5. Translate early learning into opportunities to share with business executive. Yes, this is so needed in any internal social platform roll out to continue to get senior support and buy in. Unfortunately, the measurement and reporting system in a traditional company does not help to present the value created by social business, I don't think we have a measurement and reporting model which can showcase the benefits of emergence yet! (David snowden certainly is doing great work in this area, I do not see any other examples. If you know of any, leave a comment here)

6. Listen to what the employees are saying to identify insights and opportunities. The social platform allow these voices to bubble up. Who's responsibility is it to listen to the voice of employees ( and I do not mean an annual HR survey)? Employees are chattering about business intelligence, competitors movement, latest wins and losses, customers' feedback, have your company invested in an approach to analyse and bring these intelligence shared into insights? Are these insights funnel to the right function for action?
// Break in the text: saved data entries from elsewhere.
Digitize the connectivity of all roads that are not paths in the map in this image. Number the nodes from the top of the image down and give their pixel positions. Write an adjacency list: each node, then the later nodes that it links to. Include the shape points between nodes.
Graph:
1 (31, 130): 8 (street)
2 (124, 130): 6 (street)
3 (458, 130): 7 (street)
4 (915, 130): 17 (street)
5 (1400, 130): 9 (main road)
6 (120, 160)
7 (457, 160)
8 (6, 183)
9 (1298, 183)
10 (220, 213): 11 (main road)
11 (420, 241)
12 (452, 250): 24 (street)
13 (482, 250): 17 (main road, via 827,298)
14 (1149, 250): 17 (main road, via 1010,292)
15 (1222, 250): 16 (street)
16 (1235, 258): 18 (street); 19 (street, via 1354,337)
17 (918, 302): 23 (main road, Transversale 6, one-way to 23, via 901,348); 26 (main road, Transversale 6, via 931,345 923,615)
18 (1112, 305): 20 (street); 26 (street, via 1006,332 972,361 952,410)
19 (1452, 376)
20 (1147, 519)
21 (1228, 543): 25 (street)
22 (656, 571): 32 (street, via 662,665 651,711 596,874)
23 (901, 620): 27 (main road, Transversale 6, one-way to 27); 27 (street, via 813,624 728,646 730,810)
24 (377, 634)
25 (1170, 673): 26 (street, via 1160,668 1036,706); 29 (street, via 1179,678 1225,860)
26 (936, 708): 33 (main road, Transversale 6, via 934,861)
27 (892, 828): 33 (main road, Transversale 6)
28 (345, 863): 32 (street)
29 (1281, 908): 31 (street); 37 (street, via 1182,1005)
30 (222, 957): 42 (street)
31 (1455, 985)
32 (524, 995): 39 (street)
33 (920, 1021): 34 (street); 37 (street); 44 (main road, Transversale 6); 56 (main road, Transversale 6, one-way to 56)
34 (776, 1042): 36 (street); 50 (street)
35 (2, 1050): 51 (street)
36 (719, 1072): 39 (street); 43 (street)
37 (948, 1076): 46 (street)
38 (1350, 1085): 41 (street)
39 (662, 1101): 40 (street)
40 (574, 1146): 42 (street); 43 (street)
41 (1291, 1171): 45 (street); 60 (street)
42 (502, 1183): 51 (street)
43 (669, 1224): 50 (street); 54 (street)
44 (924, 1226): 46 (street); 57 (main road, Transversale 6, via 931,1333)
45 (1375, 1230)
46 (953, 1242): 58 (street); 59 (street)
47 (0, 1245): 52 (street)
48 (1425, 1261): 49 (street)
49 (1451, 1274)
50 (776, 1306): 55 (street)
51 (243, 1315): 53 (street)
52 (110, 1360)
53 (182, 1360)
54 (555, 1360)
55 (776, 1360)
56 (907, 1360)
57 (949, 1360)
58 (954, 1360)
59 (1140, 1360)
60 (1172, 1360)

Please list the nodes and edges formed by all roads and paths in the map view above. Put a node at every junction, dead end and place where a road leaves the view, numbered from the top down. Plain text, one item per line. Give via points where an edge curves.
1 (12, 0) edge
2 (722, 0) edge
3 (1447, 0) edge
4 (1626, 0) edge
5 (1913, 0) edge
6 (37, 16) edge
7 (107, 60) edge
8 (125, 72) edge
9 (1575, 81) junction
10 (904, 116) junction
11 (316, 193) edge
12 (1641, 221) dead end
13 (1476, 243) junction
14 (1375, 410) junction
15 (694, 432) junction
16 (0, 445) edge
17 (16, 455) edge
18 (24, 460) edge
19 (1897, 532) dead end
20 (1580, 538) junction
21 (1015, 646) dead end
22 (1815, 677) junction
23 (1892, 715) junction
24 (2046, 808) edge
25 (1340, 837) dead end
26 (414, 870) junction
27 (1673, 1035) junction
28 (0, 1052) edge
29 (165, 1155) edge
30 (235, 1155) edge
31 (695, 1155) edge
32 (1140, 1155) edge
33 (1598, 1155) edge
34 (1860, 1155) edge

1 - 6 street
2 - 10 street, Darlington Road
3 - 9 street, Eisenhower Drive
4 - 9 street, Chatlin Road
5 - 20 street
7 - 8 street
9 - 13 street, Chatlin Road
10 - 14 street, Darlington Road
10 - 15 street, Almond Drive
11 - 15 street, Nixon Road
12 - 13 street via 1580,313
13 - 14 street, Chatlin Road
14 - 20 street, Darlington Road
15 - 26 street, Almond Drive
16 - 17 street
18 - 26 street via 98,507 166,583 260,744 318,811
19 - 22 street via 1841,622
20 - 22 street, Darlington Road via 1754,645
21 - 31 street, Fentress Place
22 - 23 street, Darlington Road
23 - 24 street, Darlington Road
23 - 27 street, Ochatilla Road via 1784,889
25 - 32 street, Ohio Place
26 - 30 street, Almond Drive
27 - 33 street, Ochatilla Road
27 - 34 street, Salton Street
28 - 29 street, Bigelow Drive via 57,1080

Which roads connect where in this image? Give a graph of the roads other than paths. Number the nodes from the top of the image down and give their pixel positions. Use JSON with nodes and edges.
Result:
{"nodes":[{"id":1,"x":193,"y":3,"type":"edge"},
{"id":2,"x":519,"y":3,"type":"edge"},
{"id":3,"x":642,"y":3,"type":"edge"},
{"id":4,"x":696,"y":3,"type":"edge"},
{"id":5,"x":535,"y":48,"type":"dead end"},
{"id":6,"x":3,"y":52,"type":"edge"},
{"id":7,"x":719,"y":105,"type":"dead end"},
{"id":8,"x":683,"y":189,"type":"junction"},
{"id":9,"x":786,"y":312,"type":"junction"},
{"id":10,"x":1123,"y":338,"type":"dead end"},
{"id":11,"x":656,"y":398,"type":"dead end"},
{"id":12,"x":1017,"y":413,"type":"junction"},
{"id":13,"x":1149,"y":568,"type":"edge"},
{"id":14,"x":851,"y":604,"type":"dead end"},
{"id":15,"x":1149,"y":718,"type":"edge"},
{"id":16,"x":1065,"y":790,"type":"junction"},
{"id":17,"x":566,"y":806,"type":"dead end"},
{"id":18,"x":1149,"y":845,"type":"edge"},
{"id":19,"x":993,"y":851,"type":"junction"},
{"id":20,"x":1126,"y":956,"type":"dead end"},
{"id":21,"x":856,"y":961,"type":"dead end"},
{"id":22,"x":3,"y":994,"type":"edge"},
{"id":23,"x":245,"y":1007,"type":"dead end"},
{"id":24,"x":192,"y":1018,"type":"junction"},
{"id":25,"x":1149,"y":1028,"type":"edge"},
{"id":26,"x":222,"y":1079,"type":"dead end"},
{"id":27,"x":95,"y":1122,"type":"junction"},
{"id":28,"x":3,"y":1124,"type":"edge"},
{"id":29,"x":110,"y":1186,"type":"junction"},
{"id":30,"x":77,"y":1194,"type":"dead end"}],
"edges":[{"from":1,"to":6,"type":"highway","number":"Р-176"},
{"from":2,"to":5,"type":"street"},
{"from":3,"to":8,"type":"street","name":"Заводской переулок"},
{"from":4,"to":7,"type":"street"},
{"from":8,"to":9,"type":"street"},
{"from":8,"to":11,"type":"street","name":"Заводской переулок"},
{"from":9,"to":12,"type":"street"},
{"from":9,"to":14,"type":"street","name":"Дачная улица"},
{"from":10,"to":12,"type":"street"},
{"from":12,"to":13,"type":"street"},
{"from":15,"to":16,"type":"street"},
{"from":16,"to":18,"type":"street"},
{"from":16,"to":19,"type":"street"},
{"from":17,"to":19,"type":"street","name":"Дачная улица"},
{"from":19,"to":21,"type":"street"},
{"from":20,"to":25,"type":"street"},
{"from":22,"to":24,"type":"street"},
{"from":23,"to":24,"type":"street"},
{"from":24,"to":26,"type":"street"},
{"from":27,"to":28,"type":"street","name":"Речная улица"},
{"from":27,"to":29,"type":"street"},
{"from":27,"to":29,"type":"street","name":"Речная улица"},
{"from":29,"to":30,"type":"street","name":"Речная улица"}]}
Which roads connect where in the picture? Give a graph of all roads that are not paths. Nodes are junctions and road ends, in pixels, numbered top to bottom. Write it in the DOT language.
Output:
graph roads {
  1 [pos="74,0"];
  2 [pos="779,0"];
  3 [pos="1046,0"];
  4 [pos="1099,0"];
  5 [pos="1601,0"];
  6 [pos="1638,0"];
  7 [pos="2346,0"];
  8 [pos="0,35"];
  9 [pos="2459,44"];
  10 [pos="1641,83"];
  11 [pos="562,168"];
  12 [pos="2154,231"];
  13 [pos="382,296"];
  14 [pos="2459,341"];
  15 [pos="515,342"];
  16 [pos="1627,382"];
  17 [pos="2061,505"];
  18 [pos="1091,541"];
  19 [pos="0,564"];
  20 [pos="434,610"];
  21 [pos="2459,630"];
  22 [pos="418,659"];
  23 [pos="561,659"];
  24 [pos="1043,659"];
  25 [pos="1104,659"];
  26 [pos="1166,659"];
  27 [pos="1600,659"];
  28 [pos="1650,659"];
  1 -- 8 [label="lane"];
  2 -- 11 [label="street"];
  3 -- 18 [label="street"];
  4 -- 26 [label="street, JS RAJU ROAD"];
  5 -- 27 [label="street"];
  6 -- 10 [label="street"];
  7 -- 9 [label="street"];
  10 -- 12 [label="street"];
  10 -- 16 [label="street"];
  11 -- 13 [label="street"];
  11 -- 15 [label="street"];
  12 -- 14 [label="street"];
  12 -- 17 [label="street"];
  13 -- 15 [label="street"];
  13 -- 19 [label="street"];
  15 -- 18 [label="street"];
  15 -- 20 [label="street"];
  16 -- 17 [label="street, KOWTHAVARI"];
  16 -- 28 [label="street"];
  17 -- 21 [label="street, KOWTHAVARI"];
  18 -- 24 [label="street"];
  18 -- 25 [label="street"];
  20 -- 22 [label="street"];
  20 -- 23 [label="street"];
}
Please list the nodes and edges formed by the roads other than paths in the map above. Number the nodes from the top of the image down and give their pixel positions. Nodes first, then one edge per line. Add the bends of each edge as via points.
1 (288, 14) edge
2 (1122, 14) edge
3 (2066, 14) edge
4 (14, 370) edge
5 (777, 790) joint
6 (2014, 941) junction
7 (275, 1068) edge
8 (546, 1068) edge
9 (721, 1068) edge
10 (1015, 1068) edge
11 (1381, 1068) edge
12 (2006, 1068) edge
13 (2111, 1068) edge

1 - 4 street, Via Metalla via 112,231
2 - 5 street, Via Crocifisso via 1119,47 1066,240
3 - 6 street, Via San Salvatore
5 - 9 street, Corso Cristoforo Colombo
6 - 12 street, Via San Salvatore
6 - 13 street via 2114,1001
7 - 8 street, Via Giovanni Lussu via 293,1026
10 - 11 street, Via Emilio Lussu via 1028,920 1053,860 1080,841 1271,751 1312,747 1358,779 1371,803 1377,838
Who is in charge?

7. Observe what social tools are used by the employees. Give employees the tools they need to get their work done. This does not mean you force one single platform to do everything. Instead, make the social platform part of their day-to-day experience, make it part of their email, mobile experience.

8. See above

9. See above

10. Give employees value in using the social platform which they cannot get anywhere. It has to add value to each individual. And each individual will get something different out of it!

The conclusion is that these 10 steps are as relevant to introduce social platform internally within an enterprise. However, I would argue that the maturity level is so much lower than in the consumer world, and it is going to take a long time to change, especially in these area:
- invest in content and engagement with employees (We have managing employees in a "mechanistic" way since the industrial revolution. Here is an opportunity to go back to basic and treat each employee as valuable living breathing human beings with passion, dreams and emotions and listen to what they can offer)
- good dialogue (Good leaders do it all the time. Look around the workplace, and you notice that most dialogue is one-way, directional, with no give-and-take. Here is the opportunity to bring back two way dialogue and listening in the workplace)

This is tough. Not only seniors have to change, employees have to "unlearn" and take responsibility 

Companies are way ahead in the consumer world to embrace social technologies, including defining the processes and new roles to listen, engage and serve the customers. Within the firewall, whilst new social platform is being put in place, the required change in management practices has yet to catch up to fully realise the potential.